● PROBLEM
Transcribe every line of the records verbatim.

● INPUT FOR THIS TASK
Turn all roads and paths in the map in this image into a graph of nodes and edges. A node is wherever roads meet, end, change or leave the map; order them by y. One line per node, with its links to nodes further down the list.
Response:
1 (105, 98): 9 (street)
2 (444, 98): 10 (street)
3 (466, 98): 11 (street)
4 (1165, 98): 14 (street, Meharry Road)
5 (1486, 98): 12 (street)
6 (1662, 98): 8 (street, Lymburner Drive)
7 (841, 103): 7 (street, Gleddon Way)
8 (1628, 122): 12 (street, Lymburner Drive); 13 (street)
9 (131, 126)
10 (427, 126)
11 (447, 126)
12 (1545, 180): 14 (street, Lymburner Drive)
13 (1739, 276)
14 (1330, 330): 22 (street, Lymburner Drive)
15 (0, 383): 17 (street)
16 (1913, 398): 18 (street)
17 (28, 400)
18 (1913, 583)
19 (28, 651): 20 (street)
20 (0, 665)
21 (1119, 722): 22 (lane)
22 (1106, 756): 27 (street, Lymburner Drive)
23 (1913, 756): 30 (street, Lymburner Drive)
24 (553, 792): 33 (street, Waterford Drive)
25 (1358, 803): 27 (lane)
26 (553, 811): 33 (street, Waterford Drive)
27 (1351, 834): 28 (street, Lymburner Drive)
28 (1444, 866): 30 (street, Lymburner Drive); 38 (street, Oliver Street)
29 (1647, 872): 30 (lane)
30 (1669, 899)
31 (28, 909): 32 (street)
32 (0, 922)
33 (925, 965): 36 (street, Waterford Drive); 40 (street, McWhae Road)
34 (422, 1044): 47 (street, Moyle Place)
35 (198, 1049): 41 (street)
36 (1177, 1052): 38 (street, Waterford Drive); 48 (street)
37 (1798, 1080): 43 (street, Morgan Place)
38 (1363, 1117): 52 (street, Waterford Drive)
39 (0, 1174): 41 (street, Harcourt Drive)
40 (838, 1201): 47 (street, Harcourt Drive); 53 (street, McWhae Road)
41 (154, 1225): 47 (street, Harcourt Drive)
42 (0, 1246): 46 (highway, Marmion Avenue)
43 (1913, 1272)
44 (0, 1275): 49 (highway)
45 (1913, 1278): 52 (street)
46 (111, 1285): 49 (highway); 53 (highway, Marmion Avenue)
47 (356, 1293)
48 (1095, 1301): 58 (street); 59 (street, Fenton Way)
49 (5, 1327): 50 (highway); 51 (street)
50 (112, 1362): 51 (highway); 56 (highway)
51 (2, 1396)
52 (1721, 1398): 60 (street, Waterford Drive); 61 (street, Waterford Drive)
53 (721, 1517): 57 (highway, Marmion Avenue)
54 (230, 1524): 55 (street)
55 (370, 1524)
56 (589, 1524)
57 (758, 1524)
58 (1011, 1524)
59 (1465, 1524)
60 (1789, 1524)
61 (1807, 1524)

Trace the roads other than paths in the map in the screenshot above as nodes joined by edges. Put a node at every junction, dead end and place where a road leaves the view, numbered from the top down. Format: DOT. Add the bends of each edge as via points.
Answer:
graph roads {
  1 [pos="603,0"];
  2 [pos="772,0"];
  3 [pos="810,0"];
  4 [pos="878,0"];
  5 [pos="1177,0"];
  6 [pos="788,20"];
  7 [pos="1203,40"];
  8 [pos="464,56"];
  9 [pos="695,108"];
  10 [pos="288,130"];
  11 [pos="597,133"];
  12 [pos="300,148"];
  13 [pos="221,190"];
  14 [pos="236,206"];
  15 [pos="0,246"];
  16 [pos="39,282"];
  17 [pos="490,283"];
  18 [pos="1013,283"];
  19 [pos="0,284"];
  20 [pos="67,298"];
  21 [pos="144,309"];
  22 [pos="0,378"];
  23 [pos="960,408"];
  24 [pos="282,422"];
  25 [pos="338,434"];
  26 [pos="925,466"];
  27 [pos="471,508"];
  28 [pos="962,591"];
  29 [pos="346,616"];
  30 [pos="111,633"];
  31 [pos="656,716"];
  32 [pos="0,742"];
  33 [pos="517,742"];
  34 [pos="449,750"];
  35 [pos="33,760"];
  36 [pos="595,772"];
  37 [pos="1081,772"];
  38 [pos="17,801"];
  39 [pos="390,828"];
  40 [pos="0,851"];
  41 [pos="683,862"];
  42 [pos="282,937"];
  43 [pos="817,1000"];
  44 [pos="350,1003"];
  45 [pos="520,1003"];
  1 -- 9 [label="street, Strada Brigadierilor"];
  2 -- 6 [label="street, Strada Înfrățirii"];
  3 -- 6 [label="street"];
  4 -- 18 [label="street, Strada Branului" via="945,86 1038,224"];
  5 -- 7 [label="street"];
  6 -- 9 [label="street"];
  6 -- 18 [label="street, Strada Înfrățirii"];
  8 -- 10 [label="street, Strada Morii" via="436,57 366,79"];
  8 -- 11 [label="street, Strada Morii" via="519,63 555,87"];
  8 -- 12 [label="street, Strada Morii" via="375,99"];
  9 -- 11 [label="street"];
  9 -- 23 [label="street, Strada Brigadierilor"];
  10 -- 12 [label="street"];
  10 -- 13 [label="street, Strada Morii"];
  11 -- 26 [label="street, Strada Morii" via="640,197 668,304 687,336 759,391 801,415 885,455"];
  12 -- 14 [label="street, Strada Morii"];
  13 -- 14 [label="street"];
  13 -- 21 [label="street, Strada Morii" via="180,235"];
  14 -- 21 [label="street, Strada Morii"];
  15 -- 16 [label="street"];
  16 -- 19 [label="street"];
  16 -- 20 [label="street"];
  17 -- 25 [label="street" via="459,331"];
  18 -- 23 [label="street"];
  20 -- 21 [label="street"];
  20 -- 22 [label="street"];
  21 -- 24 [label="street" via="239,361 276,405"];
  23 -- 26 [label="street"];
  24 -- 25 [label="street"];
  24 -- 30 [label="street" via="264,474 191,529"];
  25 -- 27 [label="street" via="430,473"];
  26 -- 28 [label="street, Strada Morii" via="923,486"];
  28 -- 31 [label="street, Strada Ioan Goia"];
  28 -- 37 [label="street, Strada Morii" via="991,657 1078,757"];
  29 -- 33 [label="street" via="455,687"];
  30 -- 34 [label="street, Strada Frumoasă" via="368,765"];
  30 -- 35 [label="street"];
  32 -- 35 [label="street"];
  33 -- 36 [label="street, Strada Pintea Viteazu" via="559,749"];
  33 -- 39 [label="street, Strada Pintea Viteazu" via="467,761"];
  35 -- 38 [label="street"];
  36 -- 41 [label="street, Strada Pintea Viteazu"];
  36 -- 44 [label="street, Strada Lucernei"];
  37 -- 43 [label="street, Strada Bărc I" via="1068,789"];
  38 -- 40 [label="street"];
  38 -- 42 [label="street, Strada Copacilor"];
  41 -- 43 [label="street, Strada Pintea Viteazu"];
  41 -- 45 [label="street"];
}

● RESPONSE TO THIS TASK
Turn all roads and paths in the map in this image into a graph of nodes and edges. A node is wherever roads meet, end, change or leave the map; order them by y. One line per node, with its links to nodes further down the list.
Response:
1 (105, 98): 9 (street)
2 (444, 98): 10 (street)
3 (466, 98): 11 (street)
4 (1165, 98): 14 (street, Meharry Road)
5 (1486, 98): 12 (street)
6 (1662, 98): 8 (street, Lymburner Drive)
7 (841, 103): 7 (street, Gleddon Way)
8 (1628, 122): 12 (street, Lymburner Drive); 13 (street)
9 (131, 126)
10 (427, 126)
11 (447, 126)
12 (1545, 180): 14 (street, Lymburner Drive)
13 (1739, 276)
14 (1330, 330): 22 (street, Lymburner Drive)
15 (0, 383): 17 (street)
16 (1913, 398): 18 (street)
17 (28, 400)
18 (1913, 583)
19 (28, 651): 20 (street)
20 (0, 665)
21 (1119, 722): 22 (lane)
22 (1106, 756): 27 (street, Lymburner Drive)
23 (1913, 756): 30 (street, Lymburner Drive)
24 (553, 792): 33 (street, Waterford Drive)
25 (1358, 803): 27 (lane)
26 (553, 811): 33 (street, Waterford Drive)
27 (1351, 834): 28 (street, Lymburner Drive)
28 (1444, 866): 30 (street, Lymburner Drive); 38 (street, Oliver Street)
29 (1647, 872): 30 (lane)
30 (1669, 899)
31 (28, 909): 32 (street)
32 (0, 922)
33 (925, 965): 36 (street, Waterford Drive); 40 (street, McWhae Road)
34 (422, 1044): 47 (street, Moyle Place)
35 (198, 1049): 41 (street)
36 (1177, 1052): 38 (street, Waterford Drive); 48 (street)
37 (1798, 1080): 43 (street, Morgan Place)
38 (1363, 1117): 52 (street, Waterford Drive)
39 (0, 1174): 41 (street, Harcourt Drive)
40 (838, 1201): 47 (street, Harcourt Drive); 53 (street, McWhae Road)
41 (154, 1225): 47 (street, Harcourt Drive)
42 (0, 1246): 46 (highway, Marmion Avenue)
43 (1913, 1272)
44 (0, 1275): 49 (highway)
45 (1913, 1278): 52 (street)
46 (111, 1285): 49 (highway); 53 (highway, Marmion Avenue)
47 (356, 1293)
48 (1095, 1301): 58 (street); 59 (street, Fenton Way)
49 (5, 1327): 50 (highway); 51 (street)
50 (112, 1362): 51 (highway); 56 (highway)
51 (2, 1396)
52 (1721, 1398): 60 (street, Waterford Drive); 61 (street, Waterford Drive)
53 (721, 1517): 57 (highway, Marmion Avenue)
54 (230, 1524): 55 (street)
55 (370, 1524)
56 (589, 1524)
57 (758, 1524)
58 (1011, 1524)
59 (1465, 1524)
60 (1789, 1524)
61 (1807, 1524)

Trace the roads other than paths in the map in the screenshot above as nodes joined by edges. Put a node at every junction, dead end and place where a road leaves the view, numbered from the top down. Format: DOT. Add the bends of each edge as via points.
Answer:
graph roads {
  1 [pos="603,0"];
  2 [pos="772,0"];
  3 [pos="810,0"];
  4 [pos="878,0"];
  5 [pos="1177,0"];
  6 [pos="788,20"];
  7 [pos="1203,40"];
  8 [pos="464,56"];
  9 [pos="695,108"];
  10 [pos="288,130"];
  11 [pos="597,133"];
  12 [pos="300,148"];
  13 [pos="221,190"];
  14 [pos="236,206"];
  15 [pos="0,246"];
  16 [pos="39,282"];
  17 [pos="490,283"];
  18 [pos="1013,283"];
  19 [pos="0,284"];
  20 [pos="67,298"];
  21 [pos="144,309"];
  22 [pos="0,378"];
  23 [pos="960,408"];
  24 [pos="282,422"];
  25 [pos="338,434"];
  26 [pos="925,466"];
  27 [pos="471,508"];
  28 [pos="962,591"];
  29 [pos="346,616"];
  30 [pos="111,633"];
  31 [pos="656,716"];
  32 [pos="0,742"];
  33 [pos="517,742"];
  34 [pos="449,750"];
  35 [pos="33,760"];
  36 [pos="595,772"];
  37 [pos="1081,772"];
  38 [pos="17,801"];
  39 [pos="390,828"];
  40 [pos="0,851"];
  41 [pos="683,862"];
  42 [pos="282,937"];
  43 [pos="817,1000"];
  44 [pos="350,1003"];
  45 [pos="520,1003"];
  1 -- 9 [label="street, Strada Brigadierilor"];
  2 -- 6 [label="street, Strada Înfrățirii"];
  3 -- 6 [label="street"];
  4 -- 18 [label="street, Strada Branului" via="945,86 1038,224"];
  5 -- 7 [label="street"];
  6 -- 9 [label="street"];
  6 -- 18 [label="street, Strada Înfrățirii"];
  8 -- 10 [label="street, Strada Morii" via="436,57 366,79"];
  8 -- 11 [label="street, Strada Morii" via="519,63 555,87"];
  8 -- 12 [label="street, Strada Morii" via="375,99"];
  9 -- 11 [label="street"];
  9 -- 23 [label="street, Strada Brigadierilor"];
  10 -- 12 [label="street"];
  10 -- 13 [label="street, Strada Morii"];
  11 -- 26 [label="street, Strada Morii" via="640,197 668,304 687,336 759,391 801,415 885,455"];
  12 -- 14 [label="street, Strada Morii"];
  13 -- 14 [label="street"];
  13 -- 21 [label="street, Strada Morii" via="180,235"];
  14 -- 21 [label="street, Strada Morii"];
  15 -- 16 [label="street"];
  16 -- 19 [label="street"];
  16 -- 20 [label="street"];
  17 -- 25 [label="street" via="459,331"];
  18 -- 23 [label="street"];
  20 -- 21 [label="street"];
  20 -- 22 [label="street"];
  21 -- 24 [label="street" via="239,361 276,405"];
  23 -- 26 [label="street"];
  24 -- 25 [label="street"];
  24 -- 30 [label="street" via="264,474 191,529"];
  25 -- 27 [label="street" via="430,473"];
  26 -- 28 [label="street, Strada Morii" via="923,486"];
  28 -- 31 [label="street, Strada Ioan Goia"];
  28 -- 37 [label="street, Strada Morii" via="991,657 1078,757"];
  29 -- 33 [label="street" via="455,687"];
  30 -- 34 [label="street, Strada Frumoasă" via="368,765"];
  30 -- 35 [label="street"];
  32 -- 35 [label="street"];
  33 -- 36 [label="street, Strada Pintea Viteazu" via="559,749"];
  33 -- 39 [label="street, Strada Pintea Viteazu" via="467,761"];
  35 -- 38 [label="street"];
  36 -- 41 [label="street, Strada Pintea Viteazu"];
  36 -- 44 [label="street, Strada Lucernei"];
  37 -- 43 [label="street, Strada Bărc I" via="1068,789"];
  38 -- 40 [label="street"];
  38 -- 42 [label="street, Strada Copacilor"];
  41 -- 43 [label="street, Strada Pintea Viteazu"];
  41 -- 45 [label="street"];
}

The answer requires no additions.